Now, researchers led by Sandia National Laboratories have made a system that effectively couples light into and out of the semiconductor quantum wells. The system creates intense light inside the quantum wells and can be designed to control the outgoing laser beam’s characteristics.
In this new structure, scientists designed nano-cavities following metamaterials concepts and fabricated the cavities on top of the semiconductor structure. The scientists designed the gold “C”-shaped nano-cavities to have special “resonance” frequencies that force the laser light to obey the rules imposed by the electronic transitions. When the resonance frequencies are made equal to the inter-subband transition energy, very efficient coupling of light into the quantum wells is achieved and light at twice the frequency (a process known as second-harmonic-generation) is generated inside the quantum well. Because the cavities were also designed to have a resonance at the new frequency, the nano-cavities efficiently radiate the light outwards.

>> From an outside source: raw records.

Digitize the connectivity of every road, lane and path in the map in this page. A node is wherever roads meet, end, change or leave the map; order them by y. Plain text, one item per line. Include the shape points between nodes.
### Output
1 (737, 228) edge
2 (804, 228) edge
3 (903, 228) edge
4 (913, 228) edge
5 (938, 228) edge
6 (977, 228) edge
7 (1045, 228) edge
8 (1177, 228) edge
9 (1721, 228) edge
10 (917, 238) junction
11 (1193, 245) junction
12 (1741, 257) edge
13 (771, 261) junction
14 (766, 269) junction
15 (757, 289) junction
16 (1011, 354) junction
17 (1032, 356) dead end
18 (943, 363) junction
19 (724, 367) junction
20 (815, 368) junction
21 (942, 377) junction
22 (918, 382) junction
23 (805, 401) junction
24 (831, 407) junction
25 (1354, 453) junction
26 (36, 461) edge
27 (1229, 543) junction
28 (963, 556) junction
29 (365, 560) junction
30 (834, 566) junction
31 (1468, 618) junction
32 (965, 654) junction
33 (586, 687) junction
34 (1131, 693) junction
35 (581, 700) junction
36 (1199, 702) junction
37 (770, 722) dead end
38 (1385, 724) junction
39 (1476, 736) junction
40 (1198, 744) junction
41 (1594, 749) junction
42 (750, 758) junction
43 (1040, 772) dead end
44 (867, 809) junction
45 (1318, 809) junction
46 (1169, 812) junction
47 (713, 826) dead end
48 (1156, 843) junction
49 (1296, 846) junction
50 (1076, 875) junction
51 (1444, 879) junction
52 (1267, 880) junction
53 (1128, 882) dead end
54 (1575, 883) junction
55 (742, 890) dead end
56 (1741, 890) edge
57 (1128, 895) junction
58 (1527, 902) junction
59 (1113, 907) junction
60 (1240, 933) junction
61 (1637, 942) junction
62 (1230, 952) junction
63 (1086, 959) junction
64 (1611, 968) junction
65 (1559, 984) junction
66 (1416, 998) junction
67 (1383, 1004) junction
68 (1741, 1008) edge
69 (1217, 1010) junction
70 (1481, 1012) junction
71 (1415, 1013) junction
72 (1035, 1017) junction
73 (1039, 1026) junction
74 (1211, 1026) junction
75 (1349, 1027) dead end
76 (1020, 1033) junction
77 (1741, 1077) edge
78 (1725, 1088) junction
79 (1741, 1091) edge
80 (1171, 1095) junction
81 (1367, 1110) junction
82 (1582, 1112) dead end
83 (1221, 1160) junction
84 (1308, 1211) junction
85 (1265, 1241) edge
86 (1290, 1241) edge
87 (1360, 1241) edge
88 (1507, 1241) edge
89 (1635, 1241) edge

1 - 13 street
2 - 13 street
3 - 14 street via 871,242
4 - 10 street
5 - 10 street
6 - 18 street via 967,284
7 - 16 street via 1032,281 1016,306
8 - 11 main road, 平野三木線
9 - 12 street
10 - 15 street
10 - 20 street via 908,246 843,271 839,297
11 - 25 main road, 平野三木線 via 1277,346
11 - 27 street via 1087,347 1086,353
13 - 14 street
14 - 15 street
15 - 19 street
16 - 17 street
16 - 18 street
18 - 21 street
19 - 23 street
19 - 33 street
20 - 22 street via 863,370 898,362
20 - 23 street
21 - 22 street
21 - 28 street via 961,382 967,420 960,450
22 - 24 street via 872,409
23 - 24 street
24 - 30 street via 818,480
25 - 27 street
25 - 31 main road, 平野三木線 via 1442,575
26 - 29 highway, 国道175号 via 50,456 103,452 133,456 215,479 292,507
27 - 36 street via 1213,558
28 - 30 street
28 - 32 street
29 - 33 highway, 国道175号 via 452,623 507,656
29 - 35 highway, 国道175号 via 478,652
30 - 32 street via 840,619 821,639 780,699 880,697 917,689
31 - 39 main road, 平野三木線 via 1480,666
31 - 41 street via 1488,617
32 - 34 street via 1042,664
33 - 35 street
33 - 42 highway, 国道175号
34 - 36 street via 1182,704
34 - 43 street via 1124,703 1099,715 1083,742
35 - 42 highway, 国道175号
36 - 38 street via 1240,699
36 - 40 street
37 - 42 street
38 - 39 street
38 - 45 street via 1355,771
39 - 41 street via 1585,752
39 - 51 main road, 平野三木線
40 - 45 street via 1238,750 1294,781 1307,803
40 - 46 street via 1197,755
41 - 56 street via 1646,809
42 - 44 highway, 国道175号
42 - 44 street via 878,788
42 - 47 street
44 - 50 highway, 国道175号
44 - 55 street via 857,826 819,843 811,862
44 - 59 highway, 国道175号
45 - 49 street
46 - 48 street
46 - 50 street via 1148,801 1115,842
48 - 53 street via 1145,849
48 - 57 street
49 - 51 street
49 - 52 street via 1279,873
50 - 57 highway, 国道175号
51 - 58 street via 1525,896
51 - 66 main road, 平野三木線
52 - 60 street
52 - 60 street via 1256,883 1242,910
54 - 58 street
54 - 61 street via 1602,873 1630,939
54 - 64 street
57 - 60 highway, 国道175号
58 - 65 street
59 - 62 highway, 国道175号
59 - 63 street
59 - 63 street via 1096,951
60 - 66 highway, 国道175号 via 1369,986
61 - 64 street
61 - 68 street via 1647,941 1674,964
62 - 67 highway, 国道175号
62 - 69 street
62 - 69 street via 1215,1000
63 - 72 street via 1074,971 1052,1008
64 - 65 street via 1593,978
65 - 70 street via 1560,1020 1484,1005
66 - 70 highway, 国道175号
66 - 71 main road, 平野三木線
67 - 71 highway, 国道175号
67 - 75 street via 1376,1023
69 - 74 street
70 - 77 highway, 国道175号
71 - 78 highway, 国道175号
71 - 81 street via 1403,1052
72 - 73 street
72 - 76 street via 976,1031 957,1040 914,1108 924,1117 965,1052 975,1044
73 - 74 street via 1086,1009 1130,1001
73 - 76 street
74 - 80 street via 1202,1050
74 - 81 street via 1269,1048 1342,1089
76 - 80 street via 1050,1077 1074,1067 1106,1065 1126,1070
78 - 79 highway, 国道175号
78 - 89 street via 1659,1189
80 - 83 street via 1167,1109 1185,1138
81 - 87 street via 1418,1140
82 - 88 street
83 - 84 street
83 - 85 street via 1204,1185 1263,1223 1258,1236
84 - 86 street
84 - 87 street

Another interesting feature of the nano-cavities is that their arrangement on the surface allows one to determine the outgoing laser beam’s shape and polarization. This allows for new capabilities to control optical beams, creating new functionality.
The design of the nano-cavities and choice of the “quantum wells” allows for arbitrary shapes and energies of the resulting beam—across most of the infrared spectrum which can be useful for a wide range of applications.